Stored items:
[Start of section]

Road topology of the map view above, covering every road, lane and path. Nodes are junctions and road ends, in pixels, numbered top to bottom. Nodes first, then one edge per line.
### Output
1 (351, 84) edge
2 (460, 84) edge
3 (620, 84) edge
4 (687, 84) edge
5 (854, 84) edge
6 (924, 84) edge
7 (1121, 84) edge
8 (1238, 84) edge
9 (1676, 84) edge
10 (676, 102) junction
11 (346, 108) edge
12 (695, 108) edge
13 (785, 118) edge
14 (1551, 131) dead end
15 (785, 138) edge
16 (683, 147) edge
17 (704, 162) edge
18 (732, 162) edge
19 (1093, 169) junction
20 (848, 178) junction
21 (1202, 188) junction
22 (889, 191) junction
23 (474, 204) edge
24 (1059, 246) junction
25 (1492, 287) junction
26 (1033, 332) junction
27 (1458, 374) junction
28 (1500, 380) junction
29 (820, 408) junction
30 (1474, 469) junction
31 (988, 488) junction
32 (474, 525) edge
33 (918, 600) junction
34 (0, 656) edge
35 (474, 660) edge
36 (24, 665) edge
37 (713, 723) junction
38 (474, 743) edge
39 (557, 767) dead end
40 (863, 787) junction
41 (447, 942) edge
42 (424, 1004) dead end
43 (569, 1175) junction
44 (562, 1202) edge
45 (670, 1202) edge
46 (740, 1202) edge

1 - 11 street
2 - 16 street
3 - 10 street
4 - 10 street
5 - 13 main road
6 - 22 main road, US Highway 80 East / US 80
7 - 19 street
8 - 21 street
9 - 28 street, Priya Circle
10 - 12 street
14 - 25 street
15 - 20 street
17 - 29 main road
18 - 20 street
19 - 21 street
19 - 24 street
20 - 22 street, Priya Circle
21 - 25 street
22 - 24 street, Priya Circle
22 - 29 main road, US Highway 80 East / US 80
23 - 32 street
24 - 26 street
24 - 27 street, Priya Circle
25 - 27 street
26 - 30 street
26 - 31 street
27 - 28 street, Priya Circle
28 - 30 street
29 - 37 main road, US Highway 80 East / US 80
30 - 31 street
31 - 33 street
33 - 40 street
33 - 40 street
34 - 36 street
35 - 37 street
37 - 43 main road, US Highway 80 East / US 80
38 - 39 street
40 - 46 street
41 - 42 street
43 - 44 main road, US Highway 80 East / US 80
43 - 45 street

[End of section]

• [WORK TO BE COMPLETED]: The entries are to be repeated exactly, with nothing altered.

• [ANSWER SECTION]:
Road topology of the map view above, covering every road, lane and path. Nodes are junctions and road ends, in pixels, numbered top to bottom. Nodes first, then one edge per line.
### Output
1 (351, 84) edge
2 (460, 84) edge
3 (620, 84) edge
4 (687, 84) edge
5 (854, 84) edge
6 (924, 84) edge
7 (1121, 84) edge
8 (1238, 84) edge
9 (1676, 84) edge
10 (676, 102) junction
11 (346, 108) edge
12 (695, 108) edge
13 (785, 118) edge
14 (1551, 131) dead end
15 (785, 138) edge
16 (683, 147) edge
17 (704, 162) edge
18 (732, 162) edge
19 (1093, 169) junction
20 (848, 178) junction
21 (1202, 188) junction
22 (889, 191) junction
23 (474, 204) edge
24 (1059, 246) junction
25 (1492, 287) junction
26 (1033, 332) junction
27 (1458, 374) junction
28 (1500, 380) junction
29 (820, 408) junction
30 (1474, 469) junction
31 (988, 488) junction
32 (474, 525) edge
33 (918, 600) junction
34 (0, 656) edge
35 (474, 660) edge
36 (24, 665) edge
37 (713, 723) junction
38 (474, 743) edge
39 (557, 767) dead end
40 (863, 787) junction
41 (447, 942) edge
42 (424, 1004) dead end
43 (569, 1175) junction
44 (562, 1202) edge
45 (670, 1202) edge
46 (740, 1202) edge

1 - 11 street
2 - 16 street
3 - 10 street
4 - 10 street
5 - 13 main road
6 - 22 main road, US Highway 80 East / US 80
7 - 19 street
8 - 21 street
9 - 28 street, Priya Circle
10 - 12 street
14 - 25 street
15 - 20 street
17 - 29 main road
18 - 20 street
19 - 21 street
19 - 24 street
20 - 22 street, Priya Circle
21 - 25 street
22 - 24 street, Priya Circle
22 - 29 main road, US Highway 80 East / US 80
23 - 32 street
24 - 26 street
24 - 27 street, Priya Circle
25 - 27 street
26 - 30 street
26 - 31 street
27 - 28 street, Priya Circle
28 - 30 street
29 - 37 main road, US Highway 80 East / US 80
30 - 31 street
31 - 33 street
33 - 40 street
33 - 40 street
34 - 36 street
35 - 37 street
37 - 43 main road, US Highway 80 East / US 80
38 - 39 street
40 - 46 street
41 - 42 street
43 - 44 main road, US Highway 80 East / US 80
43 - 45 street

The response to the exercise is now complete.